Task to carry out: Please retype every record below exactly, leaving the pictures out.

Records supplied:
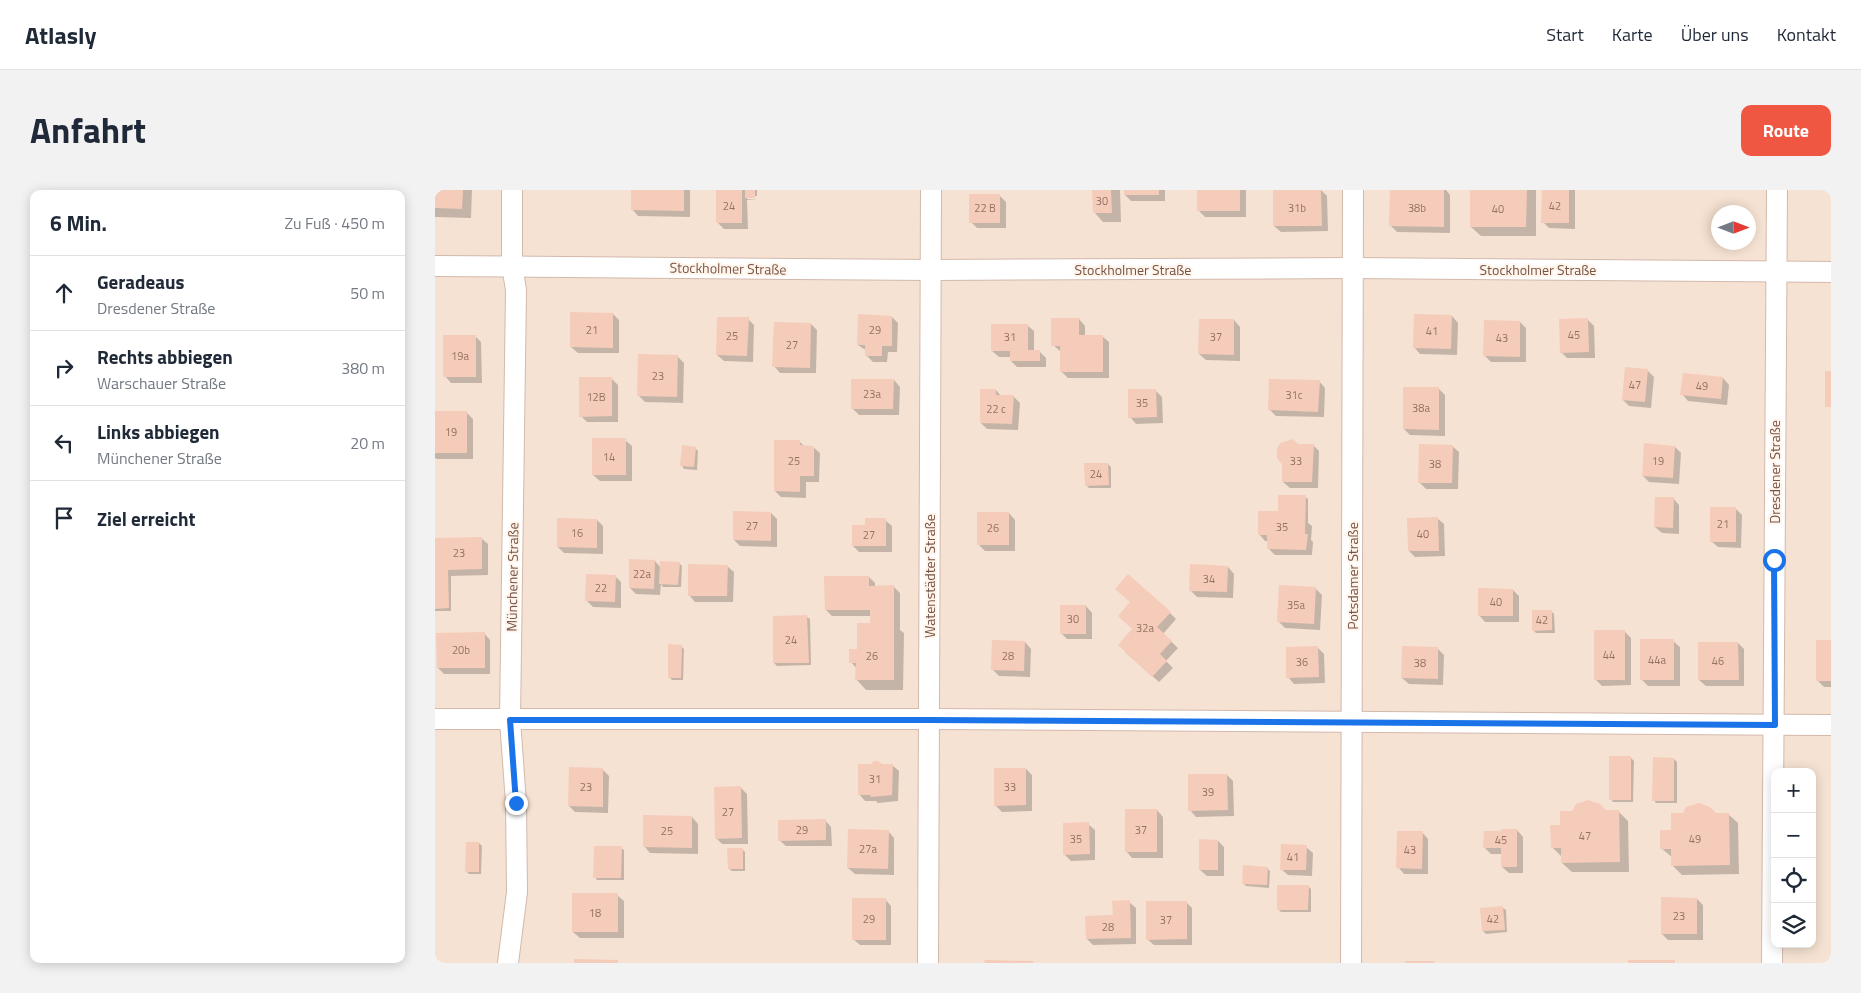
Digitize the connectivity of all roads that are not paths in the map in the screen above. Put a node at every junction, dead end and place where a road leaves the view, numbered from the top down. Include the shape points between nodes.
1 (512, 190) edge
2 (931, 190) edge
3 (1353, 190) edge
4 (1777, 190) edge
5 (512, 265) junction
6 (435, 266) edge
7 (1352, 268) junction
8 (931, 270) junction
9 (1776, 271) junction
10 (1831, 272) edge
11 (435, 719) edge
12 (510, 720) junction
13 (929, 720) junction
14 (1352, 723) junction
15 (1775, 725) junction
16 (1831, 725) edge
17 (508, 963) edge
18 (928, 963) edge
19 (1351, 963) edge
20 (1772, 963) edge

1 - 5 street, Münchener Straße
2 - 8 street, Watenstädter Straße
3 - 7 street, Potsdamer Straße
4 - 9 street, Dresdener Straße
5 - 6 street, Stockholmer Straße
5 - 8 street, Stockholmer Straße
5 - 12 street, Münchener Straße via 516,290
7 - 8 street, Stockholmer Straße
7 - 9 street, Stockholmer Straße
7 - 14 street, Potsdamer Straße
8 - 13 street, Watenstädter Straße
9 - 10 street, Stockholmer Straße
9 - 15 street, Dresdener Straße
11 - 12 street
12 - 13 street
12 - 17 street, Münchener Straße via 516,803 517,892
13 - 14 street
13 - 18 street, Watenstädter Straße
14 - 15 street
14 - 19 street, Potsdamer Straße
15 - 16 street
15 - 20 street, Dresdener Straße

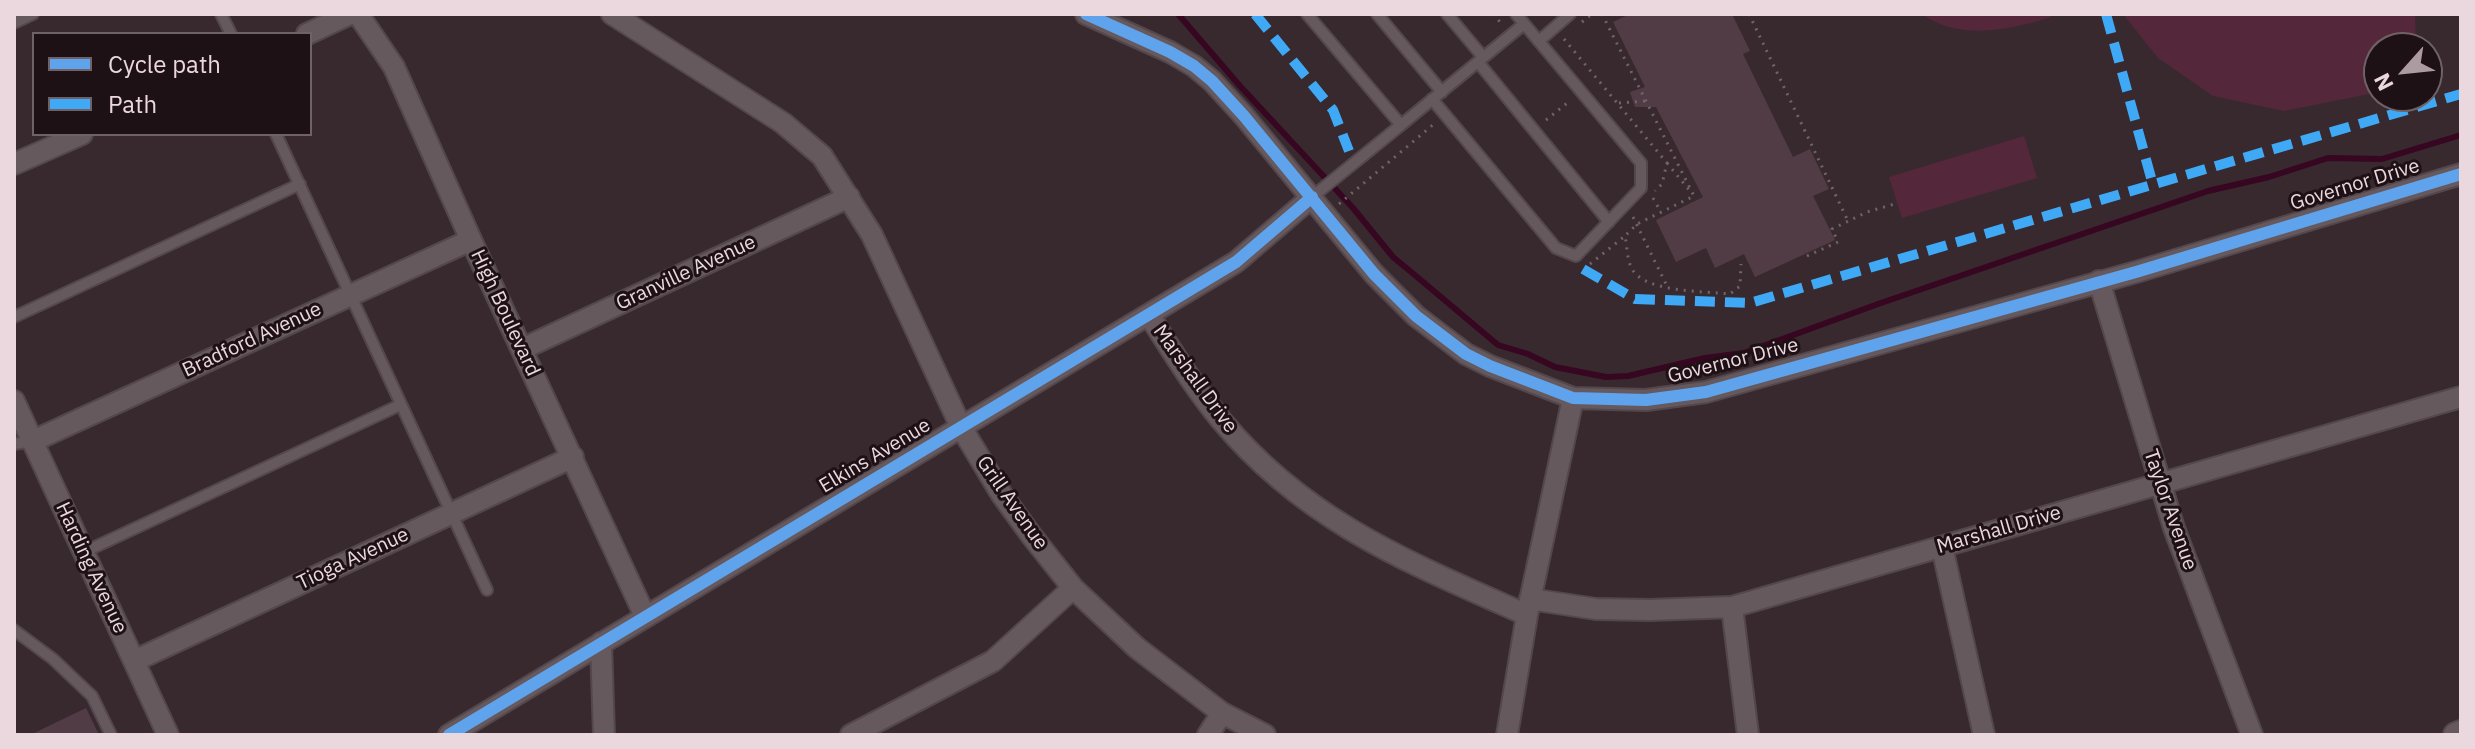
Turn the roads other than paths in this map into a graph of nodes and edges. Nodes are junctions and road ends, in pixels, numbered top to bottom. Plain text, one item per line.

Answer below:
Digitize the connectivity of all roads that are not paths in the map in the screen above. Put a node at every junction, dead end and place where a road leaves the view, numbered from the top down. Include the shape points between nodes.
1 (512, 190) edge
2 (931, 190) edge
3 (1353, 190) edge
4 (1777, 190) edge
5 (512, 265) junction
6 (435, 266) edge
7 (1352, 268) junction
8 (931, 270) junction
9 (1776, 271) junction
10 (1831, 272) edge
11 (435, 719) edge
12 (510, 720) junction
13 (929, 720) junction
14 (1352, 723) junction
15 (1775, 725) junction
16 (1831, 725) edge
17 (508, 963) edge
18 (928, 963) edge
19 (1351, 963) edge
20 (1772, 963) edge

1 - 5 street, Münchener Straße
2 - 8 street, Watenstädter Straße
3 - 7 street, Potsdamer Straße
4 - 9 street, Dresdener Straße
5 - 6 street, Stockholmer Straße
5 - 8 street, Stockholmer Straße
5 - 12 street, Münchener Straße via 516,290
7 - 8 street, Stockholmer Straße
7 - 9 street, Stockholmer Straße
7 - 14 street, Potsdamer Straße
8 - 13 street, Watenstädter Straße
9 - 10 street, Stockholmer Straße
9 - 15 street, Dresdener Straße
11 - 12 street
12 - 13 street
12 - 17 street, Münchener Straße via 516,803 517,892
13 - 14 street
13 - 18 street, Watenstädter Straße
14 - 15 street
14 - 19 street, Potsdamer Straße
15 - 16 street
15 - 20 street, Dresdener Straße

Turn the roads other than paths in this map into a graph of nodes and edges. Nodes are junctions and road ends, in pixels, numbered top to bottom. Plain text, one item per line.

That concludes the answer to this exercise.